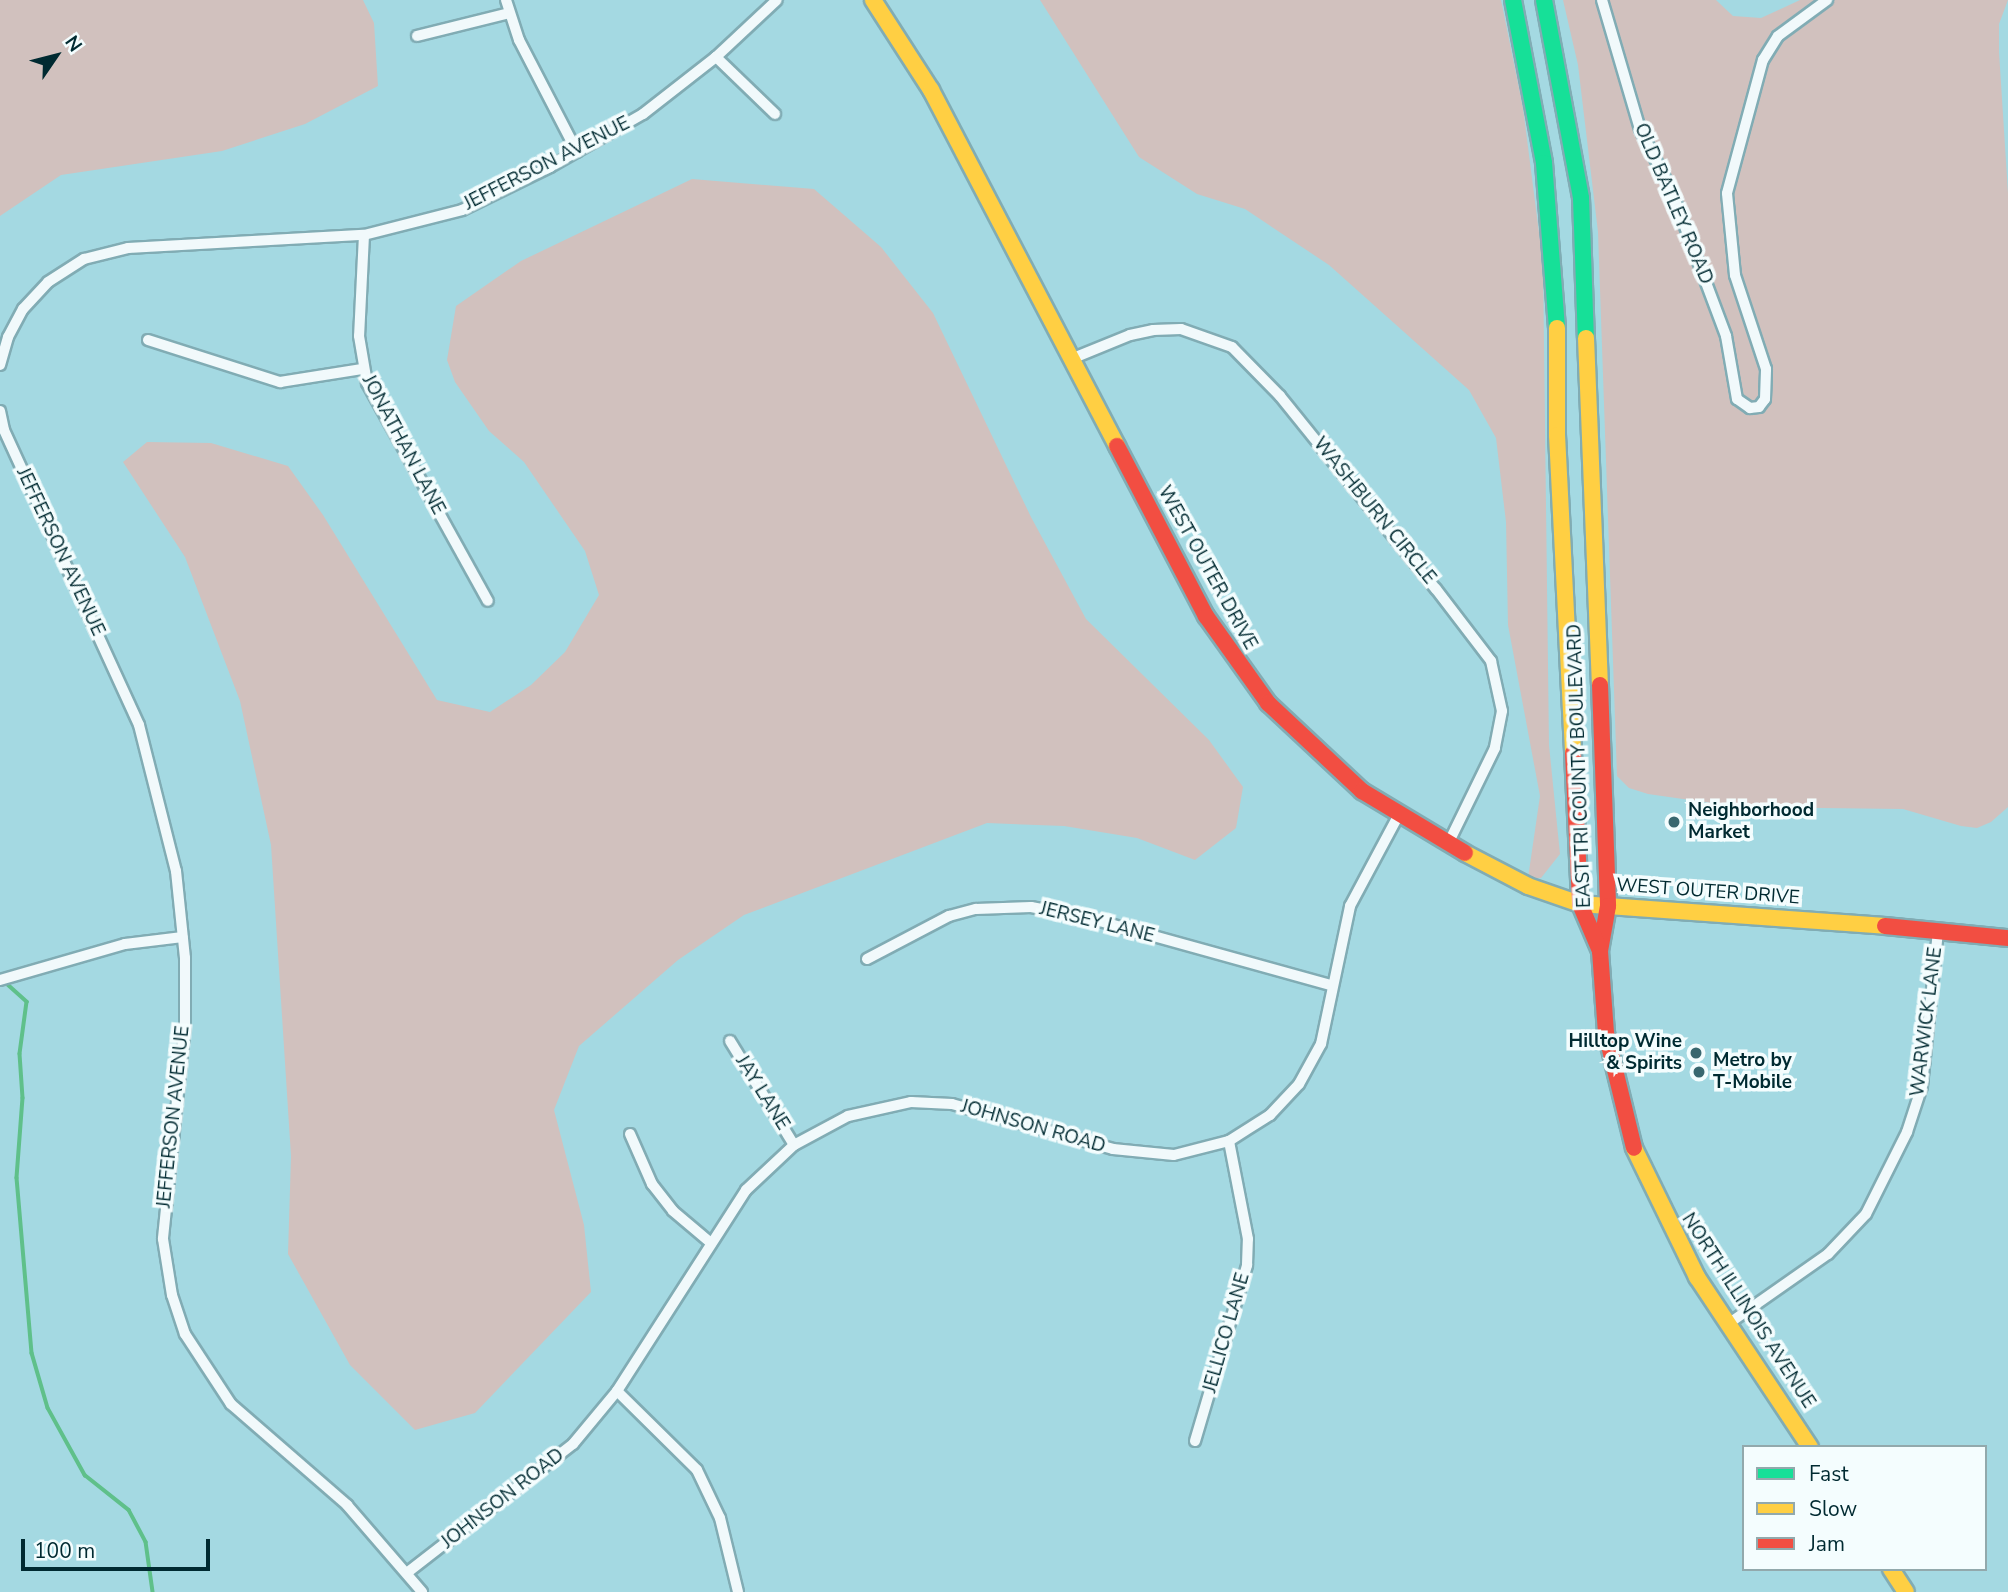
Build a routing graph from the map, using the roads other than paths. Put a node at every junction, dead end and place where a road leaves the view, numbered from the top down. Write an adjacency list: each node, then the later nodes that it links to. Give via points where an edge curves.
1 (506, 0): 8 (street)
2 (777, 0): 10 (street, JEFFERSON AVENUE)
3 (873, 0): 15 (main road, WEST OUTER DRIVE, via 927,83)
4 (1513, 0): 22 (main road, EAST TRI COUNTY BOULEVARD, via 1543,151 1556,314)
5 (1544, 0): 23 (main road, EAST TRI COUNTY BOULEVARD, via 1581,198)
6 (1602, 0): 7 (street, OLD BATLEY ROAD, via 1640,129 1672,192 1726,336 1737,399 1750,408 1759,407 1765,399 1766,369 1735,275 1727,193 1763,60 1778,36)
7 (1827, 0)
8 (509, 13): 9 (street); 12 (street)
9 (417, 36)
10 (716, 57): 11 (street); 12 (street, JEFFERSON AVENUE, via 643,114)
11 (775, 114)
12 (577, 152): 13 (street, JEFFERSON AVENUE, via 462,209)
13 (364, 235): 16 (street, JEFFERSON AVENUE, via 128,248 84,259 63,270 29,302 8,337); 17 (street, JONATHAN LANE)
14 (148, 340): 17 (street, via 280,382)
15 (1071, 359): 20 (main road, WEST OUTER DRIVE, via 1185,579 1239,667 1300,738); 21 (street, WASHBURN CIRCLE, via 1153,330 1181,329 1232,347 1280,396 1436,589 1491,661 1502,711 1495,748)
16 (0, 365)
17 (362, 369): 19 (street, JONATHAN LANE, via 384,418)
18 (0, 411): 25 (street, JEFFERSON AVENUE, via 4,430 139,725 165,818)
19 (488, 601)
20 (1398, 816): 21 (main road, WEST OUTER DRIVE); 30 (street, JOHNSON ROAD, via 1350,906)
21 (1448, 844): 22 (main road, WEST OUTER DRIVE, via 1528,886)
22 (1580, 904): 23 (main road, WEST OUTER DRIVE); 27 (main road, EAST TRI COUNTY BOULEVARD)
23 (1608, 906): 24 (main road, WEST OUTER DRIVE, via 1735,912); 27 (main road, EAST TRI COUNTY BOULEVARD)
24 (1938, 932): 26 (main road, WEST OUTER DRIVE); 36 (street, WARWICK LANE, via 1922,1086 1914,1114 1866,1214 1828,1254)
25 (183, 937): 29 (street, via 125,944); 41 (street, JEFFERSON AVENUE, via 184,1054 163,1239 172,1295 185,1334 231,1404 339,1497)
26 (2008, 937)
27 (1600, 951): 36 (main road, NORTH ILLINOIS AVENUE, via 1606,1034 1629,1136 1670,1228)
28 (867, 958): 30 (street, JERSEY LANE, via 949,916 976,909 1031,907 1085,917)
29 (0, 980)
30 (1333, 986): 33 (street, JOHNSON ROAD, via 1321,1044 1299,1084 1270,1115)
31 (730, 1041): 34 (street, JAY LANE)
32 (630, 1134): 35 (street, via 652,1184 673,1211)
33 (1229, 1141): 34 (street, JOHNSON ROAD, via 1174,1155 1145,1155 980,1108 911,1102 848,1116); 38 (street, JELLICO LANE, via 1248,1239 1247,1265)
34 (794, 1145): 35 (street, JOHNSON ROAD, via 746,1190)
35 (711, 1243): 37 (street, JOHNSON ROAD)
36 (1728, 1324): 39 (main road, NORTH ILLINOIS AVENUE)
37 (617, 1391): 41 (street, JOHNSON ROAD, via 573,1444 537,1476); 43 (street, via 697,1470 720,1518)
38 (1195, 1441)
39 (1809, 1445)
40 (1892, 1571): 44 (main road)
41 (408, 1572): 42 (street, JEFFERSON AVENUE)
42 (422, 1592)
43 (738, 1592)
44 (1906, 1592)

THE PROBLEM:
Once the pictures are removed, print all the remaining data exactly as it stands.

ANSWER AREA:
Build a routing graph from the map, using the roads other than paths. Put a node at every junction, dead end and place where a road leaves the view, numbered from the top down. Write an adjacency list: each node, then the later nodes that it links to. Give via points where an edge curves.
1 (506, 0): 8 (street)
2 (777, 0): 10 (street, JEFFERSON AVENUE)
3 (873, 0): 15 (main road, WEST OUTER DRIVE, via 927,83)
4 (1513, 0): 22 (main road, EAST TRI COUNTY BOULEVARD, via 1543,151 1556,314)
5 (1544, 0): 23 (main road, EAST TRI COUNTY BOULEVARD, via 1581,198)
6 (1602, 0): 7 (street, OLD BATLEY ROAD, via 1640,129 1672,192 1726,336 1737,399 1750,408 1759,407 1765,399 1766,369 1735,275 1727,193 1763,60 1778,36)
7 (1827, 0)
8 (509, 13): 9 (street); 12 (street)
9 (417, 36)
10 (716, 57): 11 (street); 12 (street, JEFFERSON AVENUE, via 643,114)
11 (775, 114)
12 (577, 152): 13 (street, JEFFERSON AVENUE, via 462,209)
13 (364, 235): 16 (street, JEFFERSON AVENUE, via 128,248 84,259 63,270 29,302 8,337); 17 (street, JONATHAN LANE)
14 (148, 340): 17 (street, via 280,382)
15 (1071, 359): 20 (main road, WEST OUTER DRIVE, via 1185,579 1239,667 1300,738); 21 (street, WASHBURN CIRCLE, via 1153,330 1181,329 1232,347 1280,396 1436,589 1491,661 1502,711 1495,748)
16 (0, 365)
17 (362, 369): 19 (street, JONATHAN LANE, via 384,418)
18 (0, 411): 25 (street, JEFFERSON AVENUE, via 4,430 139,725 165,818)
19 (488, 601)
20 (1398, 816): 21 (main road, WEST OUTER DRIVE); 30 (street, JOHNSON ROAD, via 1350,906)
21 (1448, 844): 22 (main road, WEST OUTER DRIVE, via 1528,886)
22 (1580, 904): 23 (main road, WEST OUTER DRIVE); 27 (main road, EAST TRI COUNTY BOULEVARD)
23 (1608, 906): 24 (main road, WEST OUTER DRIVE, via 1735,912); 27 (main road, EAST TRI COUNTY BOULEVARD)
24 (1938, 932): 26 (main road, WEST OUTER DRIVE); 36 (street, WARWICK LANE, via 1922,1086 1914,1114 1866,1214 1828,1254)
25 (183, 937): 29 (street, via 125,944); 41 (street, JEFFERSON AVENUE, via 184,1054 163,1239 172,1295 185,1334 231,1404 339,1497)
26 (2008, 937)
27 (1600, 951): 36 (main road, NORTH ILLINOIS AVENUE, via 1606,1034 1629,1136 1670,1228)
28 (867, 958): 30 (street, JERSEY LANE, via 949,916 976,909 1031,907 1085,917)
29 (0, 980)
30 (1333, 986): 33 (street, JOHNSON ROAD, via 1321,1044 1299,1084 1270,1115)
31 (730, 1041): 34 (street, JAY LANE)
32 (630, 1134): 35 (street, via 652,1184 673,1211)
33 (1229, 1141): 34 (street, JOHNSON ROAD, via 1174,1155 1145,1155 980,1108 911,1102 848,1116); 38 (street, JELLICO LANE, via 1248,1239 1247,1265)
34 (794, 1145): 35 (street, JOHNSON ROAD, via 746,1190)
35 (711, 1243): 37 (street, JOHNSON ROAD)
36 (1728, 1324): 39 (main road, NORTH ILLINOIS AVENUE)
37 (617, 1391): 41 (street, JOHNSON ROAD, via 573,1444 537,1476); 43 (street, via 697,1470 720,1518)
38 (1195, 1441)
39 (1809, 1445)
40 (1892, 1571): 44 (main road)
41 (408, 1572): 42 (street, JEFFERSON AVENUE)
42 (422, 1592)
43 (738, 1592)
44 (1906, 1592)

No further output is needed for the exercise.